Phil Seboa and Ed Fuentes are joined by Rafael Amaral, CTO and cofounder of TilliT, to address the state of digital transformation in manufacturing. Their conversation examines why MES (Manufacturing Execution Systems) projects often stall, how to successfully move away from paper and spreadsheets, and what a modern, people-focused digital approach looks like on the factory floor. This episode stands out for readers involved in operational leadership, IT/OT integration, and anyone seeking practical steps to improve manufacturing reliability and efficiency.
Challenging the MES Complexity Myth
For many manufacturing teams, the term “MES” evokes thoughts of expensive consulting, lengthy timelines, and unusable software intended only for engineers. Amaral challenges this belief directly, sharing that old systems were “built for any industry” but grew needlessly complicated. He explains, “You need an engineer with ten plus years of experience to be able to understand how to set that tool up.” The real problem, he suggests, isn't the needs of the shop floor but how historical MES platforms tried to address every possible scenario, generating unnecessary complexity.

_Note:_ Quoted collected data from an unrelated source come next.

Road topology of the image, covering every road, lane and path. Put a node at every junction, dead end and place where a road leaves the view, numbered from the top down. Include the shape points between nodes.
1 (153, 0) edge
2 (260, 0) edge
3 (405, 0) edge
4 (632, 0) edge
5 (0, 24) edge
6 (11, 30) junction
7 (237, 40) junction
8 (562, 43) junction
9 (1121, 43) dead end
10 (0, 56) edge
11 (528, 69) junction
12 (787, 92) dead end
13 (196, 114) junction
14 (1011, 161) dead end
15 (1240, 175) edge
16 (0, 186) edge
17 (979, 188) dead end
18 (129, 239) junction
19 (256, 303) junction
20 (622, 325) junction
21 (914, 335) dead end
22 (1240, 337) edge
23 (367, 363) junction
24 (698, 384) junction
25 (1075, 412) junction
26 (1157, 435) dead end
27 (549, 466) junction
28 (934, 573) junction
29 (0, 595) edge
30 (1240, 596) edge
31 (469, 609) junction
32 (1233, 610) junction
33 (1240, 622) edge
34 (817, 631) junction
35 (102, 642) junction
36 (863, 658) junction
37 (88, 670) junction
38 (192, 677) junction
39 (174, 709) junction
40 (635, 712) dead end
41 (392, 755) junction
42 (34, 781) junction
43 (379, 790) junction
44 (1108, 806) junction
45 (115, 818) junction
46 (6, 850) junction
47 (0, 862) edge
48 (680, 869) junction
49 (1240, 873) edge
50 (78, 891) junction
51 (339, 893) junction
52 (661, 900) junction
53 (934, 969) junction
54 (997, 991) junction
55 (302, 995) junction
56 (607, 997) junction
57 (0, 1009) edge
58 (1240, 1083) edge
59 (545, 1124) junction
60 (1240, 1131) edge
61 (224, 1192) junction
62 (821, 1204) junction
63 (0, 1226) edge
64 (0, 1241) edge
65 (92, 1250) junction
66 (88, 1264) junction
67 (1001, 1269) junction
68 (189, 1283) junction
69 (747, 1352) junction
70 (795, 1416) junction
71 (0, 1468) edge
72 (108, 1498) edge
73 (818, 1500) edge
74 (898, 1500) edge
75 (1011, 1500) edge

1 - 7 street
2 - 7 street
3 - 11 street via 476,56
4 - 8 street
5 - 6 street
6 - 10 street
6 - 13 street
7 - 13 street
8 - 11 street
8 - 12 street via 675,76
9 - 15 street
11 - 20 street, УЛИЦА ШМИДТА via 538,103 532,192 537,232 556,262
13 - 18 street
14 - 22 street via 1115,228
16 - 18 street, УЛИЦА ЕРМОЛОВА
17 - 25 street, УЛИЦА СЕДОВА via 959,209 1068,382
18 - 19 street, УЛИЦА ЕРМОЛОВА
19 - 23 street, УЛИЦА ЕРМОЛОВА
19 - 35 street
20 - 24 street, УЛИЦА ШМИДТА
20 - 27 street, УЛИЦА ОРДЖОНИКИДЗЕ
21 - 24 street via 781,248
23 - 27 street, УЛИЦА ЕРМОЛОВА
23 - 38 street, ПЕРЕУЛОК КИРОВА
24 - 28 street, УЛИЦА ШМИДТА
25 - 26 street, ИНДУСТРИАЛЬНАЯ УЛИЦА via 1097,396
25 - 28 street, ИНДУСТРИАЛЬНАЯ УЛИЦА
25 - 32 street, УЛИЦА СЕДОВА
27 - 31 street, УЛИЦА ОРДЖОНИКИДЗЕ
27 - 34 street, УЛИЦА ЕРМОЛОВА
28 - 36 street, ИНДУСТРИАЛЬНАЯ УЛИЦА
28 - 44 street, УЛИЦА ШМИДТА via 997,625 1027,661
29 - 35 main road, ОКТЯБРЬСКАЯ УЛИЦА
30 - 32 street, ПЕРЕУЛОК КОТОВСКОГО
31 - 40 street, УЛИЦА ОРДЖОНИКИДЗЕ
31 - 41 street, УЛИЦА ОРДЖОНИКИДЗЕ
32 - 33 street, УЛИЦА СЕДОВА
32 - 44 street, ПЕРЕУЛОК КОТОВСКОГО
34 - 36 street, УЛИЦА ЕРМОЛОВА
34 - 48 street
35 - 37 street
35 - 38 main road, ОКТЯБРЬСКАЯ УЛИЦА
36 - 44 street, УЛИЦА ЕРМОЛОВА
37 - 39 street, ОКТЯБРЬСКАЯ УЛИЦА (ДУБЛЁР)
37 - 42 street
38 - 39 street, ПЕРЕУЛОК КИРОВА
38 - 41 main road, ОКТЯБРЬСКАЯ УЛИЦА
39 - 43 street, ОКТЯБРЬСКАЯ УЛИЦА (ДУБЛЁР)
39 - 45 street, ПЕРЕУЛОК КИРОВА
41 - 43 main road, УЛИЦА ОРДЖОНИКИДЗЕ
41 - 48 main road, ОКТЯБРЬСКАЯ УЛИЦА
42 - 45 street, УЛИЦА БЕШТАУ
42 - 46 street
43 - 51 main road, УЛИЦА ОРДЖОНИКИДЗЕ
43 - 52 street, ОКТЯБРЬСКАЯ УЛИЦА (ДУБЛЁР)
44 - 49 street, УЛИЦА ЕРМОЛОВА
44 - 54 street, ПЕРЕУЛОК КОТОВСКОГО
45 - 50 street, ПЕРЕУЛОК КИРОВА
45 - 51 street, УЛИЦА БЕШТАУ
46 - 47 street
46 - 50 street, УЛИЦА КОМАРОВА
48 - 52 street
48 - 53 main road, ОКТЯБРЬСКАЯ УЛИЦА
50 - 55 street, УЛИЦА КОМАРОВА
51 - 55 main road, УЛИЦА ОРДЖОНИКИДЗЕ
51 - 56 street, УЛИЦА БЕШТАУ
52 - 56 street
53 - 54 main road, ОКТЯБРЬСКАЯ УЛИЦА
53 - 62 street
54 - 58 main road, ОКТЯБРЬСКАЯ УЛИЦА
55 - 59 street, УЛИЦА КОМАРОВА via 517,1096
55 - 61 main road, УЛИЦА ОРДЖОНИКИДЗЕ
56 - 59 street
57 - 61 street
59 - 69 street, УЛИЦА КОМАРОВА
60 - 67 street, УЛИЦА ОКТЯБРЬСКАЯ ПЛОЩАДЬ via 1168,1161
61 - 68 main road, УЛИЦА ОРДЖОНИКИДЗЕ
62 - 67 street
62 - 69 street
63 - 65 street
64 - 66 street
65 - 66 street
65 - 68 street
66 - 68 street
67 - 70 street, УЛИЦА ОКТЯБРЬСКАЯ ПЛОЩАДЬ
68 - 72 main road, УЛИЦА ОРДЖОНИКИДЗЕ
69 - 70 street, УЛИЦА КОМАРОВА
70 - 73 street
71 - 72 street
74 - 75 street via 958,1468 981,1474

TilliT's philosophy takes a different tack: start from the ground up, focusing on the operator’s workflow and using clear, logical design. Amaral says, “So we started building TilliT from that basic principle, and everything was questioned. What we did was we just kind of removed all the excess complexity.” This user-focused approach enables companies to roll out functional MES in stages, without specialist intervention, and maintain adaptability as business needs change. The message for leaders: avoid being intimidated by MES’s reputation—systems built on operator needs are achievable for all manufacturers, not just the largest with sky-high budgets.
From Spreadsheets to Real-Time Digital Workflows
It’s not uncommon to find factories managed by a patchwork of spreadsheets, paper forms, and years of manual workarounds. These processes seem flexible at first, but Amaral warns about the invisible pitfalls: “You’re going to find that there’s hundreds of these trees.” Errors go undetected, reporting is slow and unreliable, and scaling improvements is an uphill battle. His advice? Start small and prove value quickly.
“Land and expand” is the proven method—identify the most critical workflow or problem area and digitize it first. Amaral recounts, “They took the hottest spot of issues and problems… and they put a workflow activity there. And it was, I don’t know, three months. They reduced 90% of the errors.” Instead of overwhelming staff, a targeted digital workflow delivers immediate benefits, which in turn earns buy-in for digitizing other parts of operations. This iterative, problem-first method helps organizations avoid costly missteps and see returns quickly. Amaral outlines the pattern: ask, “What is the problem here?” and address it with digital workflows that are easy to expand as confidence grows.
Making Processes Predictable: Management, Training, and Operator Support
Consistent results in manufacturing require more than good machines—they depend on people making the right choices each shift. Amaral sees the operator’s role as central, stressing, “We keep forgetting a big chunk of a factory’s PNL, which is the operator.” When factories rely on tribal knowledge and paper instructions, mistakes multiply, and training new staff takes years. Digital workflows change that equation, offering “a copilot that’s telling, hey, do this now,” ensuring each operator follows the exact steps needed for every product.
Amaral describes how embedding rules and checks directly into digital workflows “reduces mistakes and wastes,” and that these systems “report a massive reduction in training requirement.” By capturing best practices and business rules in software, companies don’t just track data—they manage operations proactively, even as staff turnover increases. The predictability that results—from correct raw materials to standardized recipe changes—means fewer costly errors, better compliance, and a foundation for continuous improvement.
Key Quote From The Episode
“It’s basic principle. It’s operator first, and it’s meant to be used by somebody that’s not an engineer.” – Rafael Amaral
Key Takeaways
MES has a reputation for needless complexity; operator-first systems reduce barriers and speed adoption.
- Shifting from spreadsheets to digital workflows should start in the most problematic areas and build from proven results.
- Digitally managed processes improve quality, lower mistakes, and cut training times thanks to embedded guidance and business rules.
Wrap Up
This conversation with Rafael Amaral breaks down the walls around MES adoption. For manufacturing teams and leaders, the path forward starts with understanding that modern, user-centric MES platforms need not be complicated. By digitizing one workflow at a time—starting where the need and payoff are clearest—organizations can reduce errors, trim training times, and make factory operations transparent and reliable.
Readers should identify processes buried in spreadsheets or paper, choose a single pain point to digitize, and insist that their MES tools focus on operator usability. Doing so will help build a foundation for more consistent operations and quicker returns on technology investments, all while keeping staff engaged and empowered.
About the Guest
Rafael Amaral is CTO and cofounder of TilliT, specializing in manufacturing workflow and MES software solutions. With 20 years’ experience across SAP consulting, custom solutions, and digital operations management, Amaral has worked extensively to simplify complex manufacturing systems and champion operator-centric design for organizations worldwide.